Brent Faces 2014 Headwinds

 | Jan 16, 2014 02:21PM ET

EIA Petroleum Report
 
In reviewing the EIA weekly petroleum report, the oil imports figure came in at 6.889 (Million Barrels per Day) for the week ending 01/10/14. This number compared to a year ago 8.030 (Million Barrels per Day) puts a nice cap on the downtrend which really started gaining steam in 2010 onward. 
 
Compare this imports number with the U.S. Production number of 8.159 (Million Barrels per Day) and it is clear that oil is being managed quite effectively to keep supplies and prices in check. A year ago U.S. Production was 7.041 (Million Barrels per Day), and so the goal is to try and offset imports to the increases in U.S. Production by importing less oil.
 
You don`t think this spread exists solely due to natural supply dynamics of the underlying products do you? There are vested interests and stakeholders at play here; the spread is encouraged because it meets the needs of many stakeholders on both sides of the pond so to speak.
 
Where is Supply Really Going?
 
It is obvious that a lot of this oil is just staying in the ground; some of it is probably being stored in China on a resource play as they build up their reserves. 
 
But at some point reserves fill up, and these Middle East countries need more and more revenue to meet their expanding budget commitments.
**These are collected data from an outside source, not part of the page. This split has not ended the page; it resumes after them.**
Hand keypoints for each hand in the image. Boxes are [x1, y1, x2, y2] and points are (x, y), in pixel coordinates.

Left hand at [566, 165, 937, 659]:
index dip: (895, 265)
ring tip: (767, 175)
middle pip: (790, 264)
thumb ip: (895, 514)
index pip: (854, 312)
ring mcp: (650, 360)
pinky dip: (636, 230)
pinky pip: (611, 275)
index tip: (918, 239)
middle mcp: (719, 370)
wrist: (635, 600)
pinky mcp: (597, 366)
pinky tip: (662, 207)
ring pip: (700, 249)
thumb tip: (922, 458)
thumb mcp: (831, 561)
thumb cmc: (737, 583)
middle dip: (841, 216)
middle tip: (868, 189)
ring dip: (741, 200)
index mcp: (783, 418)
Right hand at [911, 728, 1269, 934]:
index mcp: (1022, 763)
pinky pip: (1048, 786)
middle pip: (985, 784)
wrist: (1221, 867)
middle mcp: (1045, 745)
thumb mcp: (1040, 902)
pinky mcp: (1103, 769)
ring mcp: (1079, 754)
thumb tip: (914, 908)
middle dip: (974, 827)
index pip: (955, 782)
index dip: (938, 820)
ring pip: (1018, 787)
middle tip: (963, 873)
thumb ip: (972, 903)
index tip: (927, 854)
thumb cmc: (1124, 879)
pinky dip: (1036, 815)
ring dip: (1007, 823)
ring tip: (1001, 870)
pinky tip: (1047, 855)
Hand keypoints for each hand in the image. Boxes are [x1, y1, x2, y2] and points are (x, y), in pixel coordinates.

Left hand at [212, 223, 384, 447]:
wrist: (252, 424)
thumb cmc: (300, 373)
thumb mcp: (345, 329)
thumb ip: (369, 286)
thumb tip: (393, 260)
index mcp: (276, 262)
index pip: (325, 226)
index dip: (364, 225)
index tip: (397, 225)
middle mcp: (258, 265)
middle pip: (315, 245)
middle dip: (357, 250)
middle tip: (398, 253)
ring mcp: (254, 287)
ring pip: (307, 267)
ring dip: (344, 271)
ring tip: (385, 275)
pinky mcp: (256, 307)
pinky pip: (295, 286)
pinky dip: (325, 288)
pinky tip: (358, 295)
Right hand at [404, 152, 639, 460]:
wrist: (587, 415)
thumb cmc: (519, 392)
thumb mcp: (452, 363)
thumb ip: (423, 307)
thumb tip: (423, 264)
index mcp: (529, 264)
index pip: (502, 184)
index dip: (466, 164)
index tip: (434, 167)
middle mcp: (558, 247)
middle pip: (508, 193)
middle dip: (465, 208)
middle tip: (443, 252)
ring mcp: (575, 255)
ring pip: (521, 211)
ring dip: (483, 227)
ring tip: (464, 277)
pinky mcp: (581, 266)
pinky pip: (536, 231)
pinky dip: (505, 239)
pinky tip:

Therefore, holding back production to artificially manage global prices by limiting supply works for a while but eventually these same producers are going to need to start producing more to meet the expanding revenue requirements, especially if price is unable to compensate substantially for much lower production volumes. 
 
Consequently, when this happens the world could experience its first real meaningful break in oil prices in the last 10 years (apart from the financial crisis temporary drop) even with a slightly improving global economy. 
 
Final Thoughts
 
The three contributing factors would be the dynamics of the North American Oil Production market, the ending of QE Stimulus, and the eventual increased production from the Middle East (both in terms of New Oil coming onto the market & the increases in existing supply to meet revenue objectives which is currently being purposefully withheld from the market).
 
It may take towards 2015 for this to all play out, and with more fuel efficient vehicles in the developed world, and China already struggling with pollution overload ( the last thing they can handle is more cars on the road), it makes intuitive sense that at some point the fundamentals are going to dictate a lower oil price. 
 
Furthermore, one would think that Brent comes under increased pressure in 2014; and accordingly it would seem that any rally in Brent should offer up a nice entry point on establishing a short position in the commodity.